Assignment — Lines from the listing below that contain the string "dead" are to be reported.

Information given —
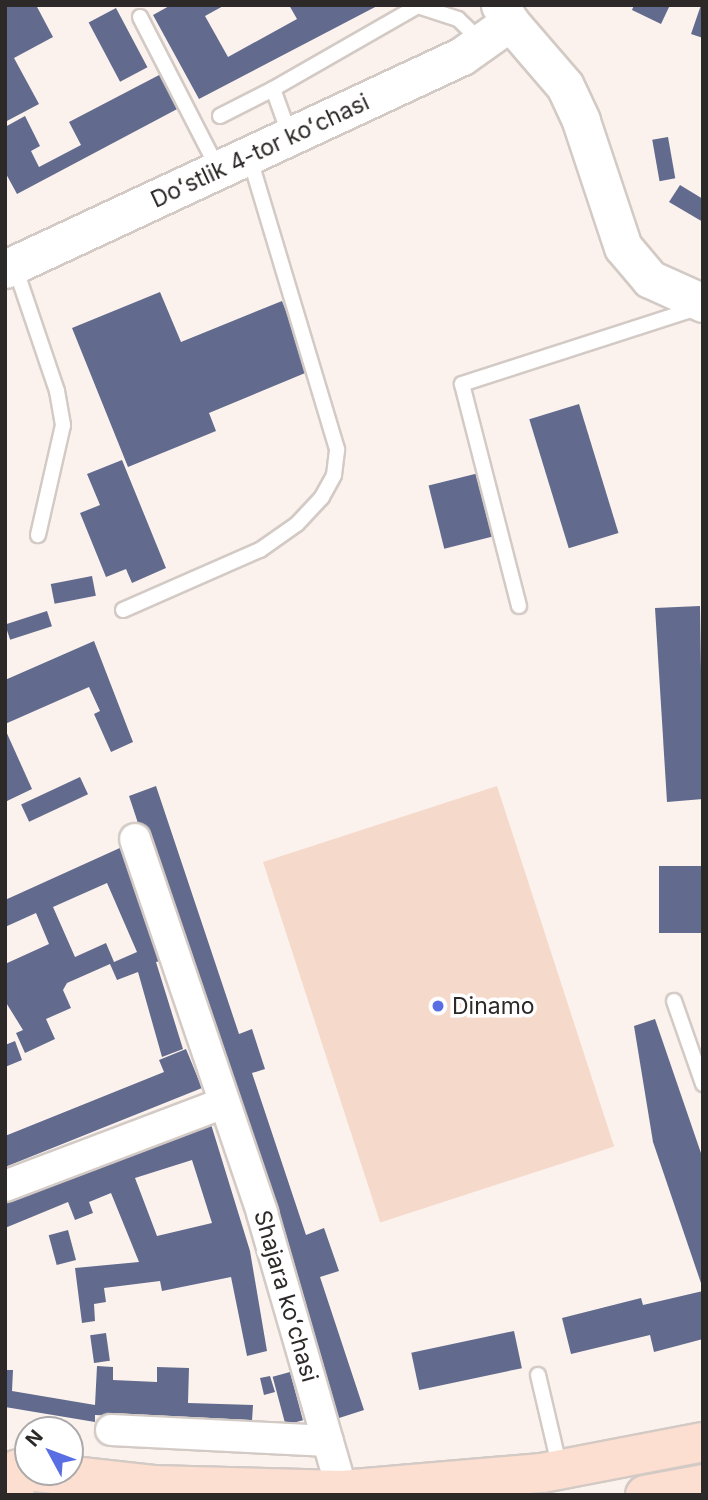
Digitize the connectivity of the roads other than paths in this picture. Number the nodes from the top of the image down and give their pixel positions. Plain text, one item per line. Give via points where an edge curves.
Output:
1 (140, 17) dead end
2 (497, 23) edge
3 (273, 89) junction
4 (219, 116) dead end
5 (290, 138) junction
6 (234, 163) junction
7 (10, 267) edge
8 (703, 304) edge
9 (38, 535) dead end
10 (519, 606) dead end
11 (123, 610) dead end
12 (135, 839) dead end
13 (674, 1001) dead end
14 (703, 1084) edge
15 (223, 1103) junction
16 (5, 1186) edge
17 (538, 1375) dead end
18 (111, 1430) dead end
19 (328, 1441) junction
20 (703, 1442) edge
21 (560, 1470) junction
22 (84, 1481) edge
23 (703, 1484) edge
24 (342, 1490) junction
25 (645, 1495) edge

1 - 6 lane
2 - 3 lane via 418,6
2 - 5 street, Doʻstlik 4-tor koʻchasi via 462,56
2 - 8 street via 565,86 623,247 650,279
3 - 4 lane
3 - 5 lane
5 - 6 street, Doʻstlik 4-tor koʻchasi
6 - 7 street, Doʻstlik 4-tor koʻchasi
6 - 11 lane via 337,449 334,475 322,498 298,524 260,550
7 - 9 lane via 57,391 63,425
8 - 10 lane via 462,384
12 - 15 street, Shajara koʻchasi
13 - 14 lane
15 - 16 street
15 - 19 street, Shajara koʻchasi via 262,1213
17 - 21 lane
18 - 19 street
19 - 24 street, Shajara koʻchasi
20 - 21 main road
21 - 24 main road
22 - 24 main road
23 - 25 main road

Exercise solution —
1 (140, 17) dead end
4 (219, 116) dead end
9 (38, 535) dead end
10 (519, 606) dead end
11 (123, 610) dead end
12 (135, 839) dead end
13 (674, 1001) dead end
17 (538, 1375) dead end
18 (111, 1430) dead end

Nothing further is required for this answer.